- **WORK TO BE COMPLETED**:
Pull every line of the entries that has the word "where".

*** MATERIAL FOR THE TASK Section Begins ***

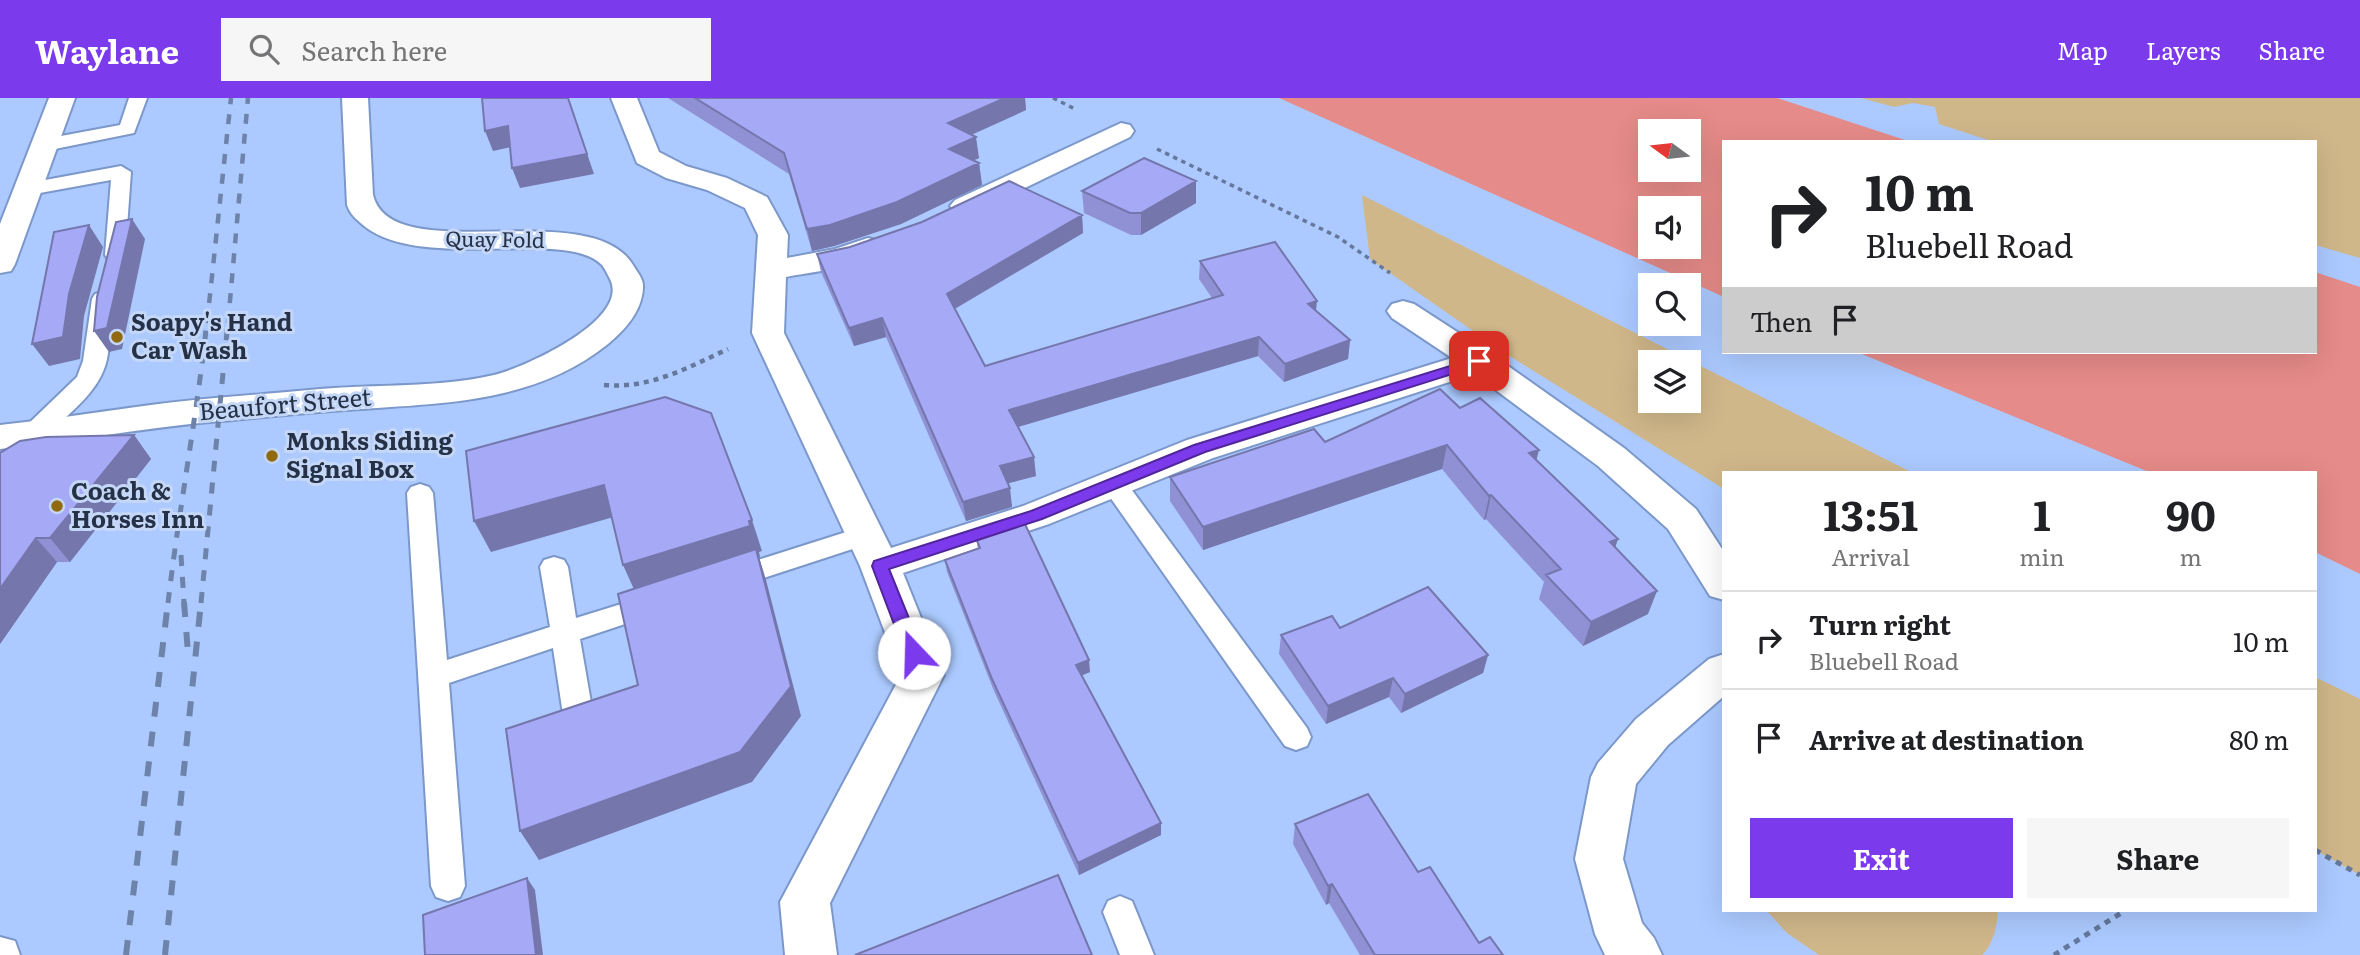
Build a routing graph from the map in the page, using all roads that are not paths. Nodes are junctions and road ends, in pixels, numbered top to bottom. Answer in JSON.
{"nodes":[{"id":1,"x":62,"y":98,"type":"edge"},
{"id":2,"x":138,"y":98,"type":"edge"},
{"id":3,"x":355,"y":98,"type":"edge"},
{"id":4,"x":624,"y":98,"type":"edge"},
{"id":5,"x":1121,"y":131,"type":"dead end"},
{"id":6,"x":45,"y":145,"type":"junction"},
{"id":7,"x":29,"y":190,"type":"junction"},
{"id":8,"x":937,"y":220,"type":"edge"},
{"id":9,"x":889,"y":240,"type":"edge"},
{"id":10,"x":0,"y":264,"type":"edge"},
{"id":11,"x":772,"y":270,"type":"junction"},
{"id":12,"x":1403,"y":312,"type":"dead end"},
{"id":13,"x":566,"y":357,"type":"joint"},
{"id":14,"x":1479,"y":361,"type":"junction"},
{"id":15,"x":17,"y":435,"type":"edge"},
{"id":16,"x":1114,"y":484,"type":"junction"},
{"id":17,"x":420,"y":493,"type":"dead end"},
{"id":18,"x":872,"y":550,"type":"junction"},
{"id":19,"x":554,"y":566,"type":"dead end"},
{"id":20,"x":1722,"y":582,"type":"edge"},
{"id":21,"x":707,"y":586,"type":"edge"},
{"id":22,"x":681,"y":595,"type":"edge"},
{"id":23,"x":563,"y":633,"type":"junction"},
{"id":24,"x":1722,"y":673,"type":"edge"},
{"id":25,"x":434,"y":676,"type":"junction"},
{"id":26,"x":577,"y":708,"type":"edge"},
{"id":27,"x":1296,"y":737,"type":"dead end"},
{"id":28,"x":448,"y":886,"type":"dead end"},
{"id":29,"x":1120,"y":912,"type":"dead end"},
{"id":30,"x":811,"y":955,"type":"edge"},
{"id":31,"x":1137,"y":955,"type":"edge"},
{"id":32,"x":1636,"y":955,"type":"edge"}],
"edges":[{"from":1,"to":6,"type":"street"},
{"from":2,"to":6,"type":"lane"},
{"from":3,"to":13,"type":"street","name":"Quay Fold"},
{"from":4,"to":11,"type":"street"},
{"from":5,"to":8,"type":"street"},
{"from":6,"to":7,"type":"street"},
{"from":7,"to":10,"type":"street"},
{"from":7,"to":15,"type":"lane"},
{"from":9,"to":11,"type":"street"},
{"from":11,"to":18,"type":"street"},
{"from":12,"to":14,"type":"street"},
{"from":13,"to":15,"type":"street","name":"Beaufort Street"},
{"from":14,"to":16,"type":"street"},
{"from":14,"to":20,"type":"street"},
{"from":16,"to":18,"type":"street"},
{"from":16,"to":27,"type":"lane"},
{"from":17,"to":25,"type":"lane"},
{"from":18,"to":21,"type":"lane"},
{"from":18,"to":30,"type":"street"},
{"from":19,"to":23,"type":"lane"},
{"from":22,"to":23,"type":"lane"},
{"from":23,"to":25,"type":"lane"},
{"from":23,"to":26,"type":"lane"},
{"from":24,"to":32,"type":"street"},
{"from":25,"to":28,"type":"lane"},
{"from":29,"to":31,"type":"lane"}]}
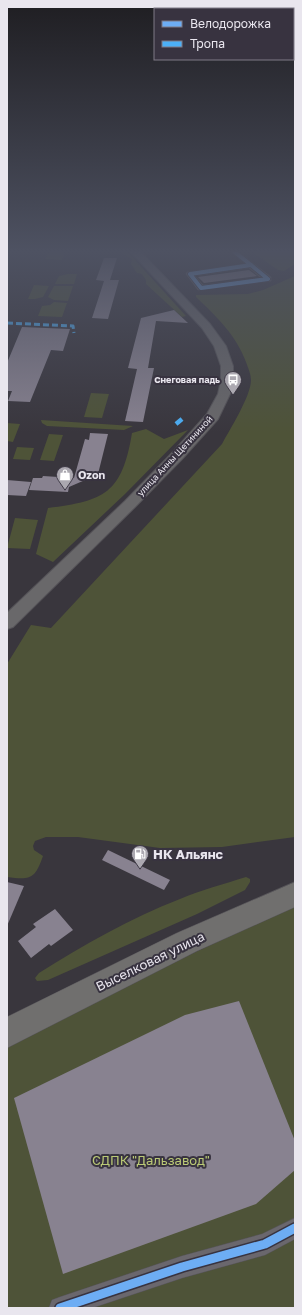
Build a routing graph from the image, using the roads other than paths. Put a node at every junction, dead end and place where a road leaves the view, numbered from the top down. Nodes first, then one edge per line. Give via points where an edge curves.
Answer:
1 (191, 310) edge
2 (7, 621) edge
3 (295, 880) edge
4 (295, 894) edge
5 (7, 1018) edge
6 (7, 1033) edge
7 (295, 1228) edge
8 (60, 1308) edge

1 - 2 main road, улица Анны Щетининой via 220,346 227,366 224,394 213,416 130,504
3 - 5 main road, Выселковая улица via 175,935
4 - 6 main road, Выселковая улица via 187,942
7 - 8 street via 265,1244

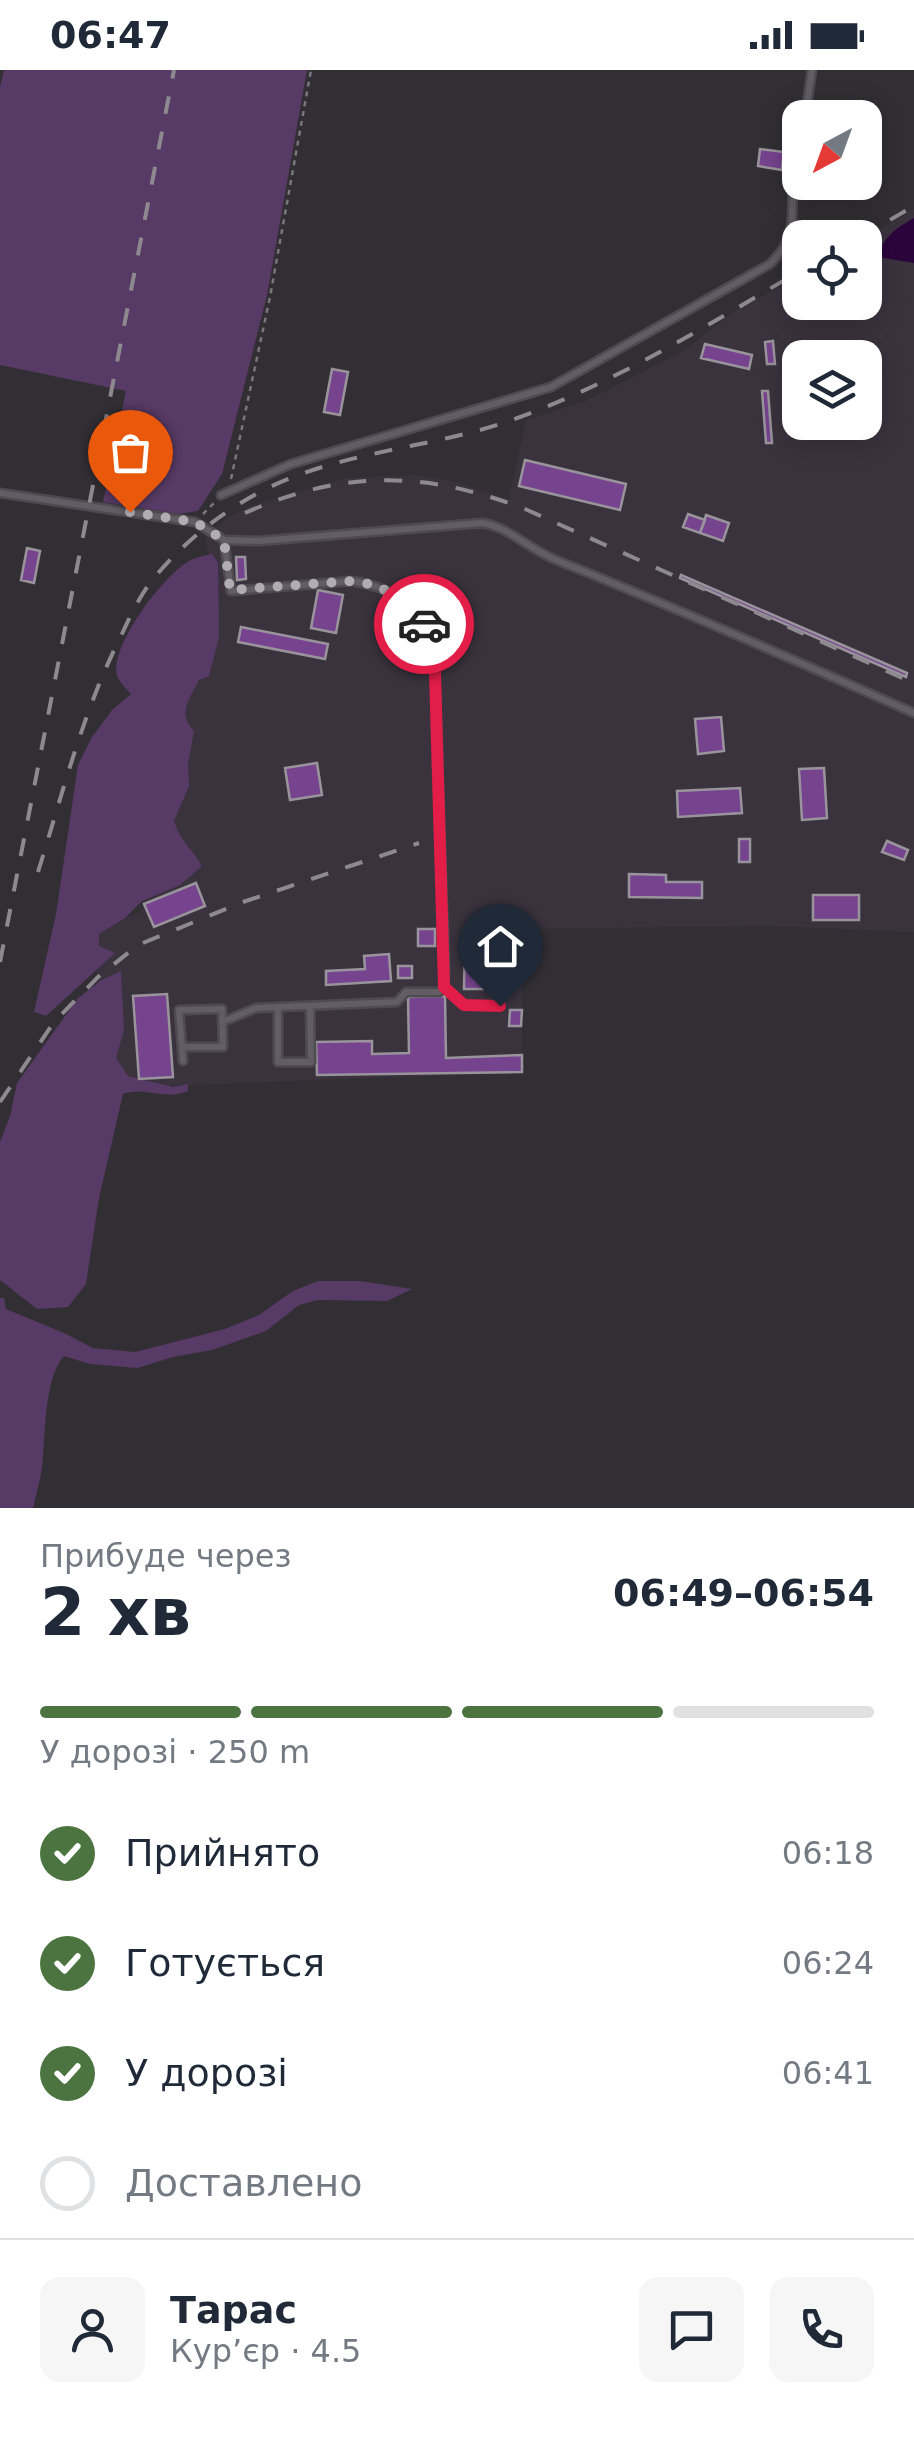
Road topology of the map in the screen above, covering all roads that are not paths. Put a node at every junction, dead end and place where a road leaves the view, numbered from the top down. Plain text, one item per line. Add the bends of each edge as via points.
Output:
1 (812, 70) edge
2 (808, 100) edge
3 (793, 200) edge
4 (0, 493) edge
5 (221, 496) road end
6 (224, 540) junction
7 (914, 713) edge
8 (444, 987) junction
9 (310, 1006) junction
10 (500, 1006) dead end
11 (278, 1007) junction
12 (222, 1022) junction
13 (182, 1047) junction
14 (183, 1061) dead end

1 - 2 lane
3 - 5 lane via 788,242 770,264 552,388 290,464
4 - 6 lane via 195,522
6 - 7 lane via 498,525 530,550 623,584
6 - 8 lane via 230,590 369,583 394,592 434,638
8 - 9 lane via 406,992 397,1002
8 - 10 lane via 464,1005
9 - 11 lane
9 - 11 lane via 310,1062 278,1062
11 - 12 lane
12 - 13 lane via 223,1047
12 - 13 lane via 222,1009 179,1010
13 - 14 lane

*** MATERIAL FOR THE TASK Section Ends ***

- **RESPONSE TO THE EXERCISE**:
Build a routing graph from the image, using the roads other than paths. Put a node at every junction, dead end and place where a road leaves the view, numbered from the top down. Nodes first, then one edge per line. Give via points where an edge curves.
Road topology of the map in the screen above, covering all roads that are not paths. Put a node at every junction, dead end and place where a road leaves the view, numbered from the top down. Plain text, one item per line. Add the bends of each edge as via points.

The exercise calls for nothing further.